What can you really say about a band that has been highly original,
and has somehow managed to survive the music industry for twenty
years?
HAPPY BIRTHDAY!
I am a bit amazed that after all these years, Ozric Tentacles
is still crafting its very own unique sounding rock'n'jam music.
I must admit I've been out of the loop with this band for quite
some time, as the last release I remember hearing was 1993's Jurassic
Shift. I am just as impressed today by their originality and
ability to make good, solid, interesting rock. I am however, very
very surprised by the amount of synthesizer that has somehow managed
to find it's way into the Ozric sound. And perhaps a good bit
of that is the presence of virtuoso Steve Hillage on this
record. If you are at all familiar with Hillage's work, then you
know he's not one to be shy about trying any sound he can find.

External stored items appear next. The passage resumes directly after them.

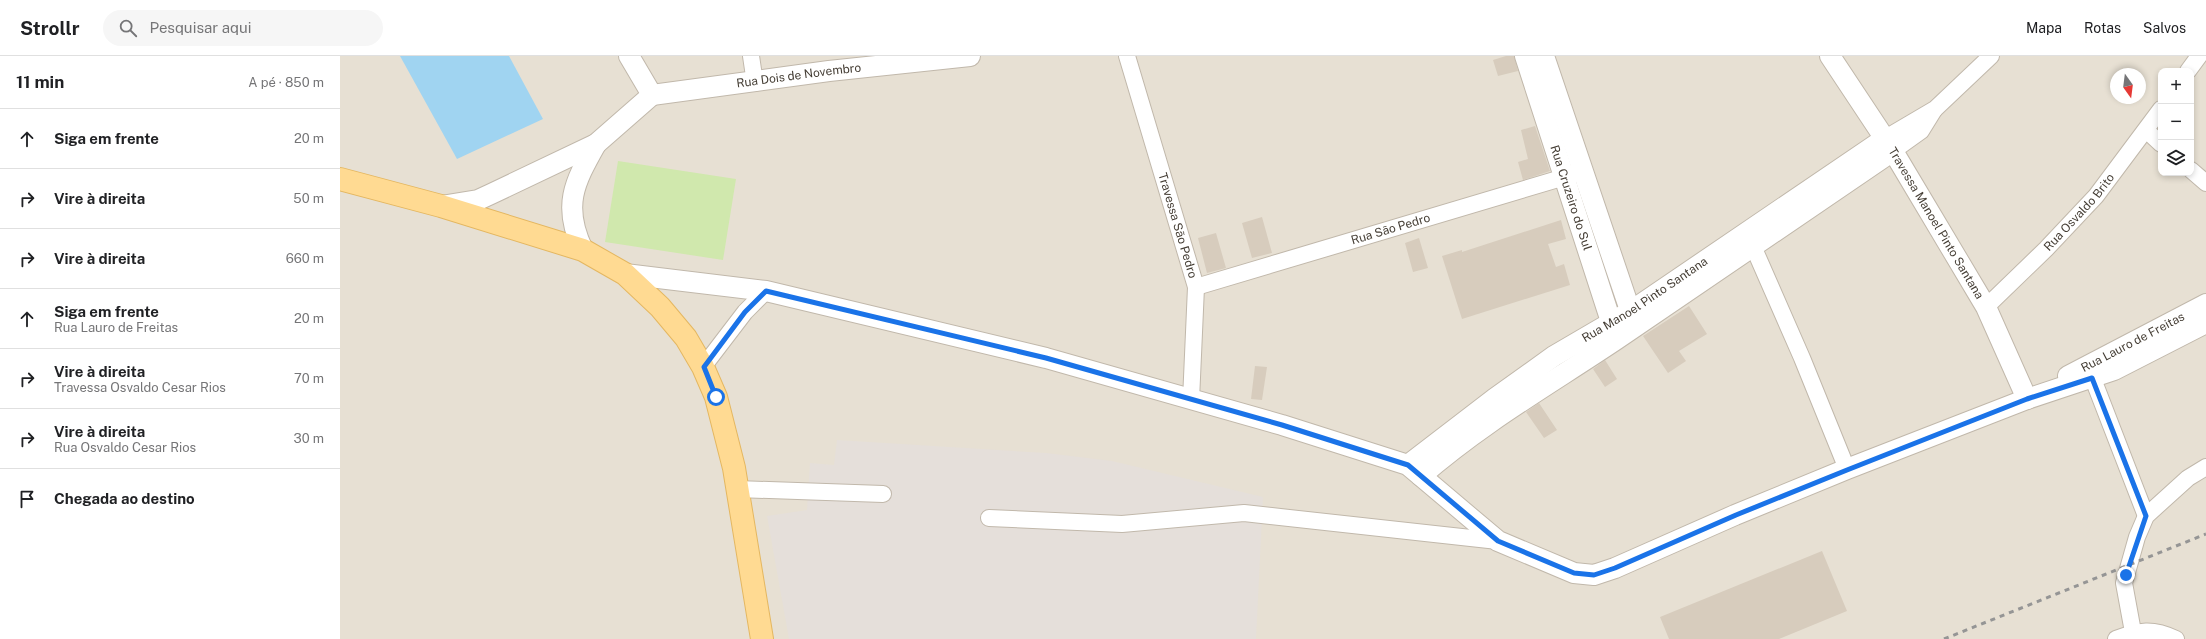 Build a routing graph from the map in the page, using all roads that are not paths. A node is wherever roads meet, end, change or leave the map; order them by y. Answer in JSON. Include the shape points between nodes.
{"nodes":[{"id":1,"x":629,"y":56,"type":"edge"},
{"id":2,"x":751,"y":56,"type":"edge"},
{"id":3,"x":970,"y":56,"type":"edge"},
{"id":4,"x":1127,"y":56,"type":"edge"},
{"id":5,"x":1525,"y":56,"type":"edge"},
{"id":6,"x":1544,"y":56,"type":"edge"},
{"id":7,"x":1830,"y":56,"type":"edge"},
{"id":8,"x":1991,"y":56,"type":"edge"},
{"id":9,"x":2199,"y":56,"type":"edge"},
{"id":10,"x":2190,"y":68,"type":"edge"},
{"id":11,"x":755,"y":83,"type":"junction"},
{"id":12,"x":652,"y":96,"type":"junction"},
{"id":13,"x":2158,"y":113,"type":"edge"},
{"id":14,"x":2146,"y":130,"type":"junction"},
{"id":15,"x":2158,"y":141,"type":"edge"},
{"id":16,"x":596,"y":144,"type":"junction"},
{"id":17,"x":1888,"y":145,"type":"junction"},
{"id":18,"x":1584,"y":171,"type":"junction"},
{"id":19,"x":2194,"y":173,"type":"edge"},
{"id":20,"x":1565,"y":178,"type":"junction"},
{"id":21,"x":340,"y":179,"type":"edge"},
{"id":22,"x":2206,"y":183,"type":"edge"},
{"id":23,"x":441,"y":206,"type":"junction"},
{"id":24,"x":1750,"y":240,"type":"junction"},
{"id":25,"x":583,"y":250,"type":"junction"},
{"id":26,"x":625,"y":274,"type":"junction"},
{"id":27,"x":1196,"y":287,"type":"junction"},
{"id":28,"x":766,"y":291,"type":"junction"},
{"id":29,"x":2206,"y":304,"type":"edge"},
{"id":30,"x":1986,"y":307,"type":"junction"},
{"id":31,"x":1633,"y":318,"type":"junction"},
{"id":32,"x":2206,"y":323,"type":"edge"},
{"id":33,"x":1614,"y":331,"type":"junction"},
{"id":34,"x":704,"y":367,"type":"junction"},
{"id":35,"x":2090,"y":372,"type":"junction"},
{"id":36,"x":2027,"y":399,"type":"junction"},
{"id":37,"x":1191,"y":400,"type":"junction"},
{"id":38,"x":2206,"y":467,"type":"edge"},
{"id":39,"x":1414,"y":470,"type":"junction"},
{"id":40,"x":1847,"y":470,"type":"junction"},
{"id":41,"x":737,"y":489,"type":"junction"},
{"id":42,"x":883,"y":494,"type":"dead end"},
{"id":43,"x":2146,"y":516,"type":"junction"},
{"id":44,"x":989,"y":518,"type":"dead end"},
{"id":45,"x":1498,"y":541,"type":"junction"},
{"id":46,"x":2133,"y":632,"type":"junction"},
{"id":47,"x":2168,"y":637,"type":"edge"},
{"id":48,"x":762,"y":639,"type":"edge"},
{"id":49,"x":2116,"y":639,"type":"edge"}],
"edges":[{"from":1,"to":12,"type":"street"},
{"from":2,"to":11,"type":"street"},
{"from":3,"to":11,"type":"street","name":"Rua Dois de Novembro"},
{"from":4,"to":27,"type":"street","name":"Travessa São Pedro"},
{"from":5,"to":20,"type":"street","name":"Rua Cruzeiro do Sul"},
{"from":6,"to":18,"type":"street","name":"Rua Cruzeiro do Sul"},
{"from":7,"to":17,"type":"street","name":"Travessa Manoel Pinto Santana"},
{"from":8,"to":17,"type":"street","via":[[1935,109]]},
{"from":9,"to":10,"type":"street"},
{"from":11,"to":12,"type":"street","name":"Rua Dois de Novembro"},
{"from":12,"to":16,"type":"street"},
{"from":13,"to":14,"type":"street","name":"Rua Osvaldo Brito"},
{"from":14,"to":15,"type":"street"},
{"from":14,"to":30,"type":"street","name":"Rua Osvaldo Brito","via":[[2096,196]]},
{"from":16,"to":23,"type":"street","via":[[478,200]]},
{"from":16,"to":25,"type":"street","via":[[576,186],[571,207],[575,233]]},
{"from":17,"to":24,"type":"street","name":"Rua Manoel Pinto Santana"},
{"from":17,"to":30,"type":"street","name":"Travessa Manoel Pinto Santana"},
{"from":18,"to":20,"type":"street","name":"Rua São Pedro"},
{"from":18,"to":31,"type":"street","name":"Rua Cruzeiro do Sul"},
{"from":19,"to":22,"type":"street"},
{"from":20,"to":27,"type":"street","name":"Rua São Pedro"},
{"from":20,"to":33,"type":"street","name":"Rua Cruzeiro do Sul"},
{"from":21,"to":23,"type":"main road"},
{"from":23,"to":25,"type":"main road"},
{"from":24,"to":31,"type":"street","name":"Rua Manoel Pinto Santana"},
{"from":24,"to":40,"type":"street","via":[[1802,358]]},
{"from":25,"to":26,"type":"main road"},
{"from":26,"to":28,"type":"street"},
{"from":26,"to":34,"type":"main road","via":[[678,327]]},
{"from":27,"to":37,"type":"street","name":"Travessa São Pedro"},
{"from":28,"to":34,"type":"street","via":[[740,318]]},
{"from":28,"to":37,"type":"street","via":[[1046,358]]},
{"from":29,"to":35,"type":"street","name":"Rua Lauro de Freitas"},
{"from":30,"to":36,"type":"street","name":"Travessa Manoel Pinto Santana"},
{"from":31,"to":33,"type":"street","name":"Rua Manoel Pinto Santana"},
{"from":32,"to":35,"type":"street","name":"Rua Lauro de Freitas","via":[[2148,354]]},
{"from":33,"to":39,"type":"street","name":"Rua Manoel Pinto Santana","via":[[1554,356],[1494,398]]},
{"from":34,"to":41,"type":"main road","via":[[716,397]]},
{"from":35,"to":36,"type":"street","name":"Rua Lauro de Freitas","via":[[2058,381],[2047,393]]},
{"from":35,"to":43,"type":"street"},
{"from":36,"to":40,"type":"street"},
{"from":37,"to":39,"type":"street","via":[[1282,425]]},
{"from":38,"to":43,"type":"street","via":[[2188,478]]},
{"from":39,"to":45,"type":"street"},
{"from":40,"to":45,"type":"street","via":[[1594,575],[1574,573]]},
{"from":41,"to":42,"type":"street"},
{"from":41,"to":48,"type":"main road"},
{"from":43,"to":46,"type":"street","via":[[2124,583]]},
{"from":44,"to":45,"type":"street","via":[[1122,524],[1244,513]]},
{"from":46,"to":47,"type":"street","via":[[2156,631]]},
{"from":46,"to":49,"type":"street"}]}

I think it's rubbed off a bit on the Ozric fellows.
The songs don't so much move along, as they do dance along
to the beat of four-on-the-floor drum machines and loops. The
sound is heavy and highly danceable, bringing a new audience to
the Ozric fold. To think that one of the bands who've been known
as a cornerstone in the psychedelic/jam rock community have created
music that could actually be played in dance clubs. Kind of weird,
when you think about it. The sound has moved into much more of
what some would call prog-rock. You know, Electric Light Orchestra,
and that type of thing.
"Chewier" starts the album off in highly thudding fashion,
with its quirky and highly filtered synths and oddly placed cellular
phone ringtones. Or at least, that's what they sound like to my
ears. "Oakum" seems more like a track that would be
much more obvious on an Enigma record than an Ozric release.
Except of course for the cascading falls of guitar solos
And that would be what sets most of these songs apart from other
band's ambient trance/dance tracks. Guitar playing that is both
highly organic and somehow weaves in and out of all the other
action happening sonically. My favorite track is album closer
"Zoemetra", and not just because of the cool name. The
guitars and synths become one interweaving tangle of sound, which
cascades delightfully over much more organic drumming than otherwise
found on the record. The beats move back and forth from straightforward
rhythms, to convoluted polyrhythmic chaos, all the while creating
a backdrop for dynamic and interesting sounds that meander back
and forth, in and out of the song. It's trippy, man.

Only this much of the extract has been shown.